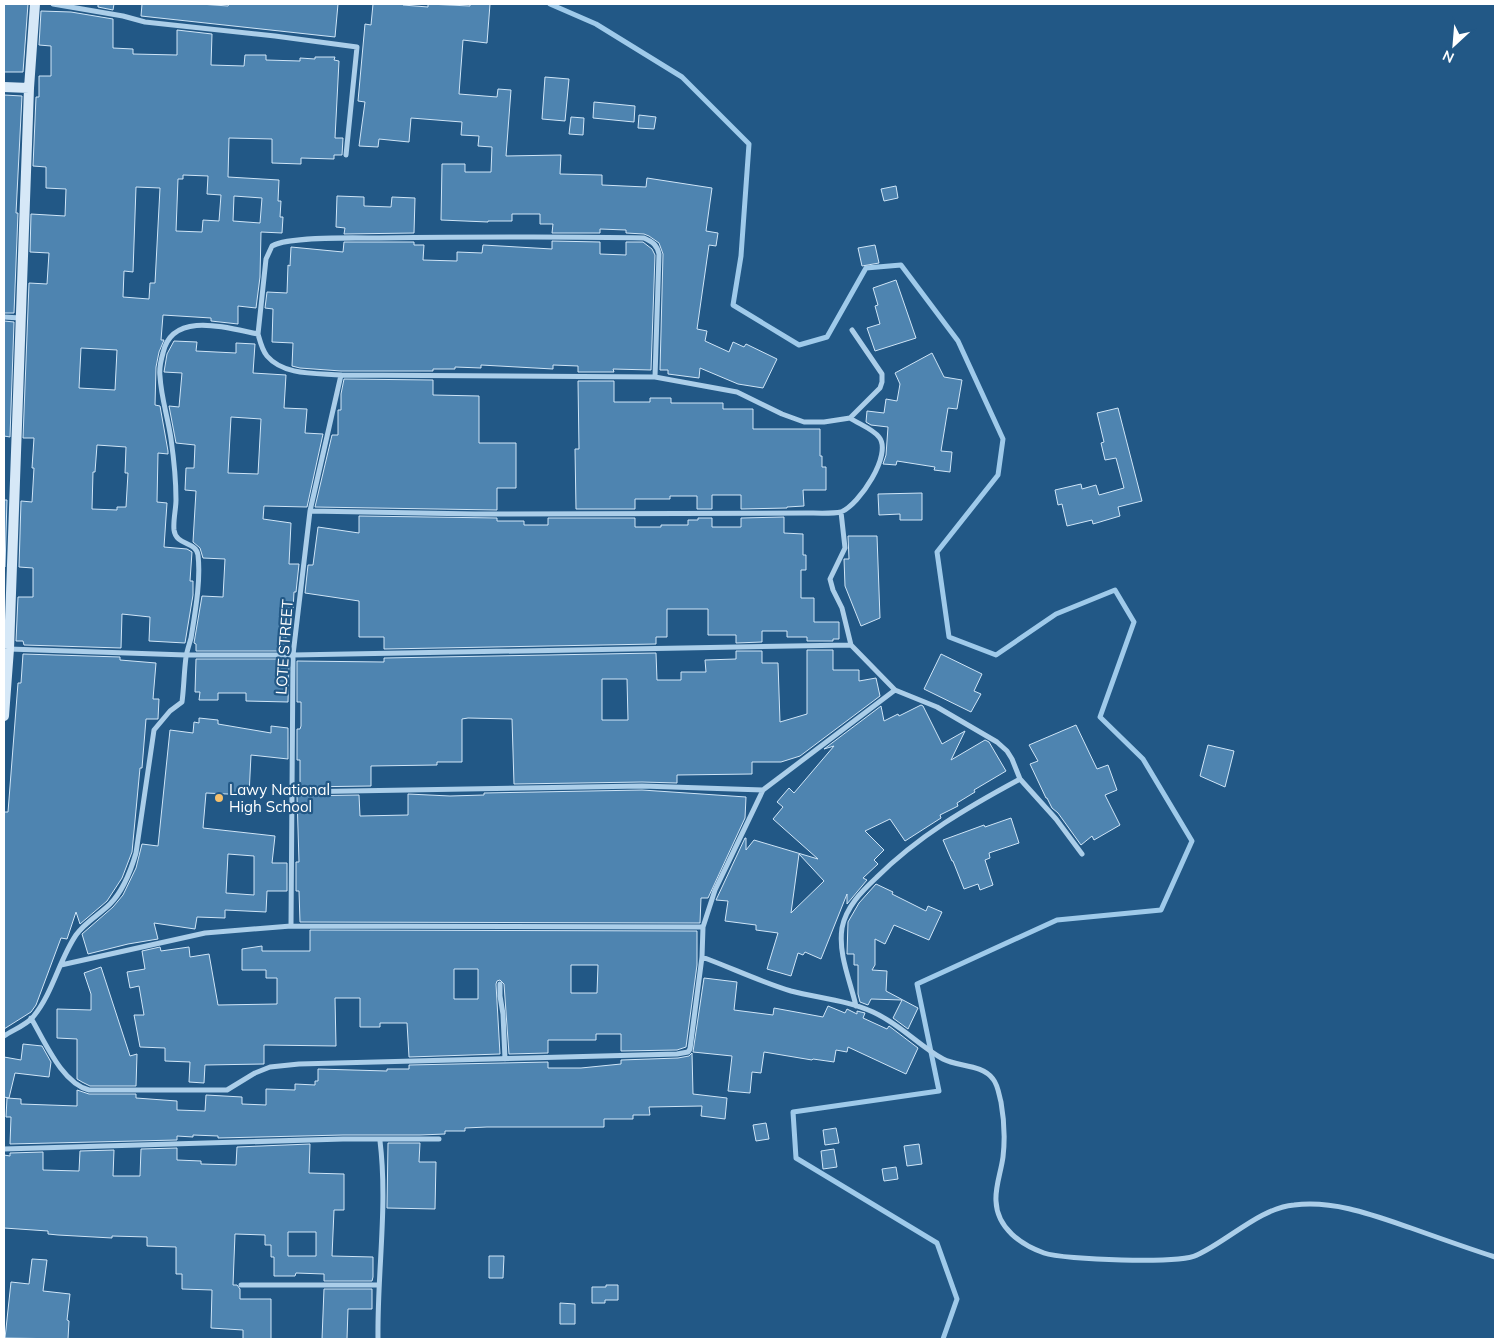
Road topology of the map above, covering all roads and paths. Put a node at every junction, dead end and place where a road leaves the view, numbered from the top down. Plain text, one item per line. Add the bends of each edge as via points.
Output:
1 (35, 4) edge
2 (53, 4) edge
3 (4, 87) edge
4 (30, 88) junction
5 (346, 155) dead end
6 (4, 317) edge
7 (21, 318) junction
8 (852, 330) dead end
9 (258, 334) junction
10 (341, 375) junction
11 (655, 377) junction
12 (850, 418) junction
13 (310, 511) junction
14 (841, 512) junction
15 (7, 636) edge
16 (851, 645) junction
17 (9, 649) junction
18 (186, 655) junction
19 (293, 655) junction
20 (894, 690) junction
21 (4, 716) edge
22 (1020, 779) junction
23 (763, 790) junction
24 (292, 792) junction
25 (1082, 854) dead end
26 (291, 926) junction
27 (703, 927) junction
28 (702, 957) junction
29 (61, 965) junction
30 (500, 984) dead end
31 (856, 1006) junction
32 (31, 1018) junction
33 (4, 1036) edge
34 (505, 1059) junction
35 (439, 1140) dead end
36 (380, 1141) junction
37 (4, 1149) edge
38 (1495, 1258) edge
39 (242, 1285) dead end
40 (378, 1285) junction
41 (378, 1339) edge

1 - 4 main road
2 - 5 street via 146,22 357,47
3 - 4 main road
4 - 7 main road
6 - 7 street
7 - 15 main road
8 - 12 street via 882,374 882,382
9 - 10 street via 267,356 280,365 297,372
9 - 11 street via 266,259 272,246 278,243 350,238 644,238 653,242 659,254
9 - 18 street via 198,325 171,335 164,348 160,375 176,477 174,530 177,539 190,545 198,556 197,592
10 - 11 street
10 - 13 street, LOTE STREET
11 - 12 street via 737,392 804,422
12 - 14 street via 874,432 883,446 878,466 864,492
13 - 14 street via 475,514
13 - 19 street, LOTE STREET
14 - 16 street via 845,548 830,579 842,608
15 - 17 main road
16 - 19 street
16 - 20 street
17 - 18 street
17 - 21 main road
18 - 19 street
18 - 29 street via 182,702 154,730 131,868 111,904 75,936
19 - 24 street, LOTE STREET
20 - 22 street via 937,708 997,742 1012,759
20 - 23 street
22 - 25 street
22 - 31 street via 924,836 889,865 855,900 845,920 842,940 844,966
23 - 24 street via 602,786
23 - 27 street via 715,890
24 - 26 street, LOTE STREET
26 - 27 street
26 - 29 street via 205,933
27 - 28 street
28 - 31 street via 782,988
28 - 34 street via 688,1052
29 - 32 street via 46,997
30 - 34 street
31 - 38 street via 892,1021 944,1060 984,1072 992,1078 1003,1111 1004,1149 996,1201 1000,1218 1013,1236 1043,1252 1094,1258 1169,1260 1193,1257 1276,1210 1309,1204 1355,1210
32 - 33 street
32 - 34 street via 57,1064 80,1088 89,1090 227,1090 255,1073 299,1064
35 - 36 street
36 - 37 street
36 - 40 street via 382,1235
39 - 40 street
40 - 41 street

────────────────

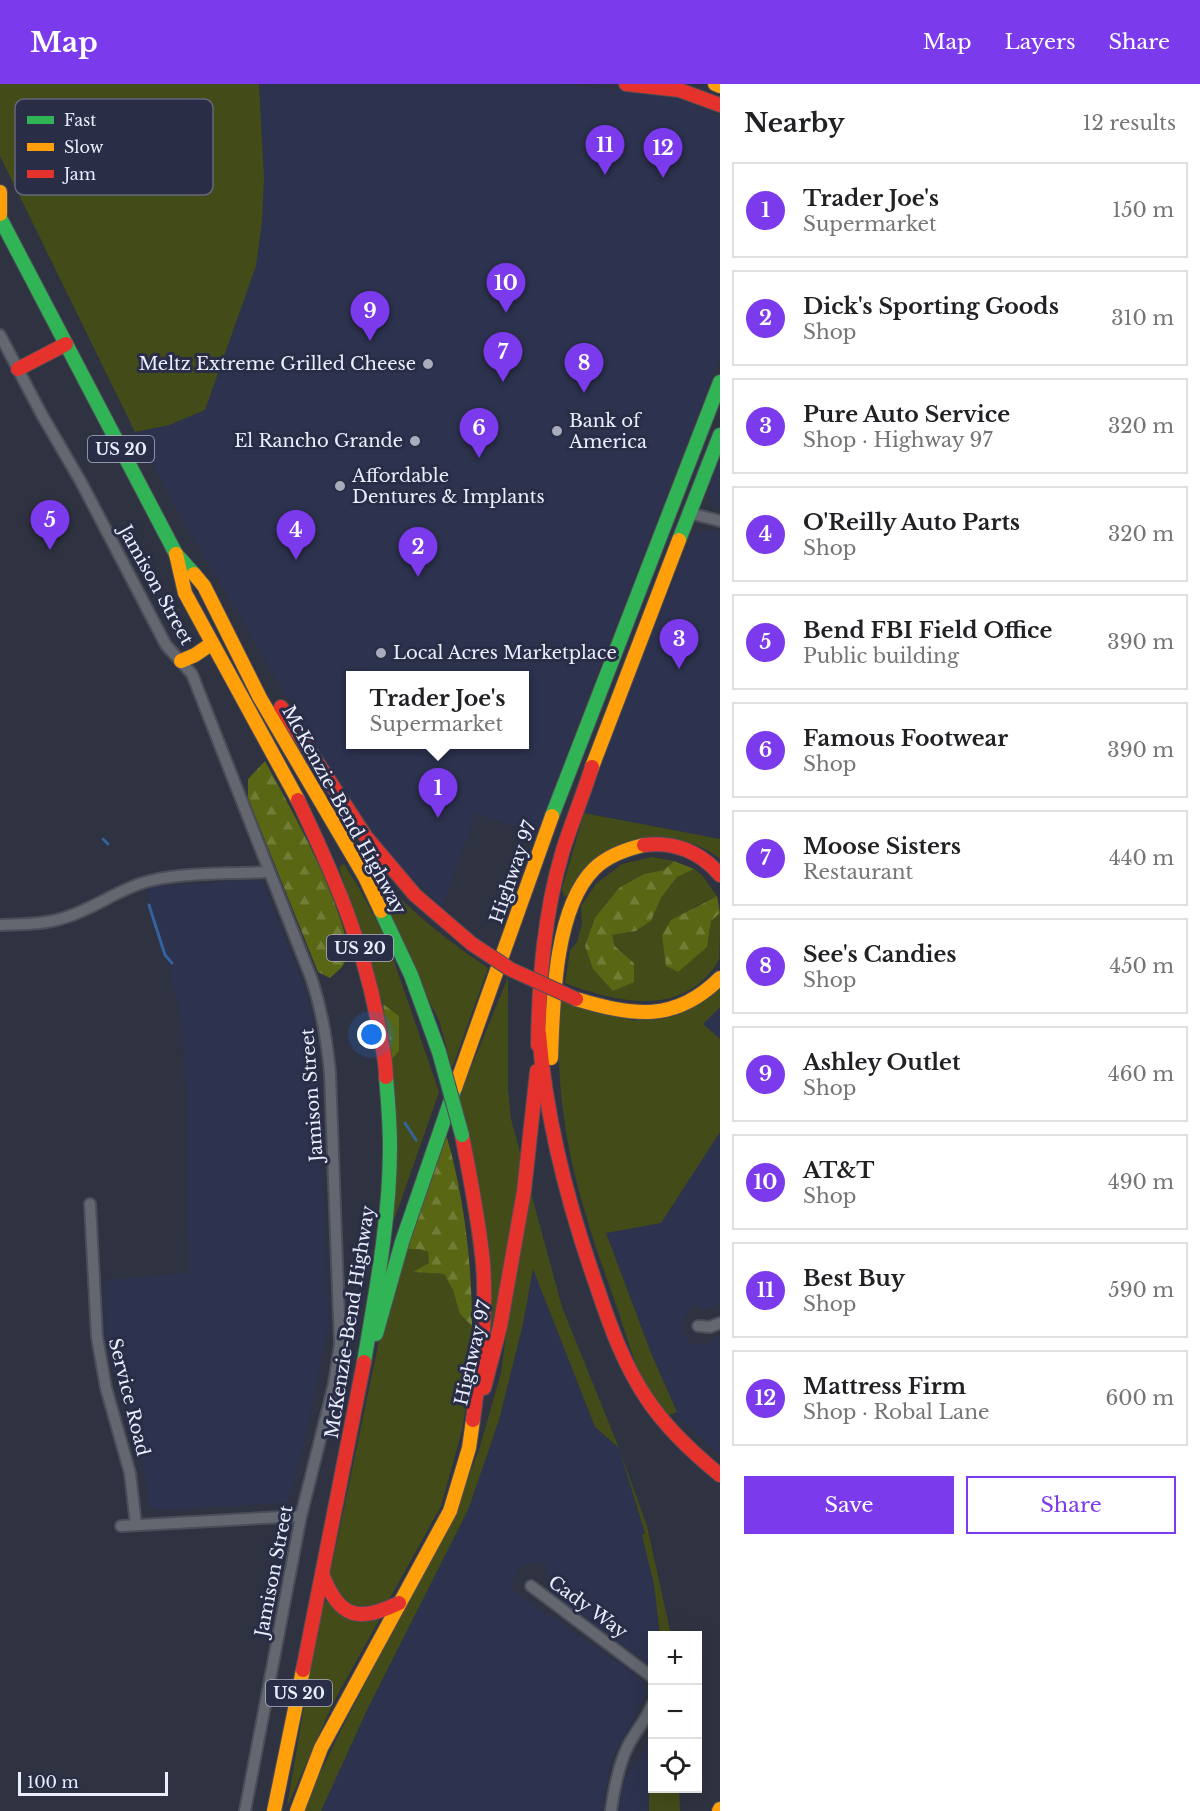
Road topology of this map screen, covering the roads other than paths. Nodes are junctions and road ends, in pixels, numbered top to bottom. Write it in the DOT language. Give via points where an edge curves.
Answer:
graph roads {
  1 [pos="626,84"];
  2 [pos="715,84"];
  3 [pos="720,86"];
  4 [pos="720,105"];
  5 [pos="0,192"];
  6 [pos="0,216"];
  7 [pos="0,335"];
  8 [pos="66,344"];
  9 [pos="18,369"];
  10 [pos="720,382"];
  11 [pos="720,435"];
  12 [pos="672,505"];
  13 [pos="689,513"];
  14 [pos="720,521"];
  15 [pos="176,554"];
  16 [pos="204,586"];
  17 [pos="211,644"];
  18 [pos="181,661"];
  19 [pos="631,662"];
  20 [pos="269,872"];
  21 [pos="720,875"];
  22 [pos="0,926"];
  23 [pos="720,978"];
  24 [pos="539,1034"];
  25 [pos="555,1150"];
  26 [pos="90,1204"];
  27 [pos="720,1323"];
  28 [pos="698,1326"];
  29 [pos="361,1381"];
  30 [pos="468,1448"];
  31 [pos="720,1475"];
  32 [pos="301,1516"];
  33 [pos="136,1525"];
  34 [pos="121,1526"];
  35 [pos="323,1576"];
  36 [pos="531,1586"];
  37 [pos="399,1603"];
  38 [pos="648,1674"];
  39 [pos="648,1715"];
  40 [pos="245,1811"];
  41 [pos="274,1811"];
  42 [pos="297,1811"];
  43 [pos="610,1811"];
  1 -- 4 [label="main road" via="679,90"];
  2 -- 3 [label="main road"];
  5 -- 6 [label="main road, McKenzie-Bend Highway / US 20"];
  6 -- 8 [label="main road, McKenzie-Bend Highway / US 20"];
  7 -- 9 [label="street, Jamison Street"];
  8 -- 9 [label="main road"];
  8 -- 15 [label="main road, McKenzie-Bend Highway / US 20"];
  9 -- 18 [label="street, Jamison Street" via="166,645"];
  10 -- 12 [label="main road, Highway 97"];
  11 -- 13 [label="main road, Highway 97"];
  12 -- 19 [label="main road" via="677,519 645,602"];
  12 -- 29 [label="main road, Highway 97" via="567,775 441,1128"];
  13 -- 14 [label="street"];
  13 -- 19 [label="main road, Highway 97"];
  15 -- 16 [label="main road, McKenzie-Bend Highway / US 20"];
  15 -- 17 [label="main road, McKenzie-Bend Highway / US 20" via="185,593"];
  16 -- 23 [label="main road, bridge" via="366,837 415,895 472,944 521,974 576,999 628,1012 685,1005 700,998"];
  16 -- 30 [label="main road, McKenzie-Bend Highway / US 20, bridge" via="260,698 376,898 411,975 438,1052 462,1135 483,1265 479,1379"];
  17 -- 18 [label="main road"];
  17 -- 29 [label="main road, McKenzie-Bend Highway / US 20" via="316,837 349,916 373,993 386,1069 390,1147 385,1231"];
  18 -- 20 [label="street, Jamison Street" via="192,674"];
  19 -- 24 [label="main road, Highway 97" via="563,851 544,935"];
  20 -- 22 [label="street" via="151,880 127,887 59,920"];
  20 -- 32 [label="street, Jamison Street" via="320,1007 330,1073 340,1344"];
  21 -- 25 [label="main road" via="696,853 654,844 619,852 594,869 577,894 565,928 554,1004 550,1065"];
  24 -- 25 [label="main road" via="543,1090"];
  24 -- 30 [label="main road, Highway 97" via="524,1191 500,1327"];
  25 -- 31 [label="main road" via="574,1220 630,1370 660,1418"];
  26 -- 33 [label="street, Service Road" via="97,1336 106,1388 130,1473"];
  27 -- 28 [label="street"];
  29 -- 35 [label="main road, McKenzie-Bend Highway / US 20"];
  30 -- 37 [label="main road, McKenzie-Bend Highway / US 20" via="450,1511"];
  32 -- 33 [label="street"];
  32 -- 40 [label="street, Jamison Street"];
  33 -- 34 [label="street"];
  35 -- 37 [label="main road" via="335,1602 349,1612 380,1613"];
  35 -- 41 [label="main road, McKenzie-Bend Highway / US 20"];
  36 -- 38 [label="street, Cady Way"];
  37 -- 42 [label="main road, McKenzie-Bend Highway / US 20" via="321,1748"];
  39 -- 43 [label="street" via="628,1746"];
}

────────────────

PROBLEM DESCRIPTION: For each line above that contains the word "covering", give the line as it is written.

YOUR RESPONSE:
Road topology of the map above, covering all roads and paths. Put a node at every junction, dead end and place where a road leaves the view, numbered from the top down. Plain text, one item per line. Add the bends of each edge as via points.
Road topology of this map screen, covering the roads other than paths. Nodes are junctions and road ends, in pixels, numbered top to bottom. Write it in the DOT language. Give via points where an edge curves.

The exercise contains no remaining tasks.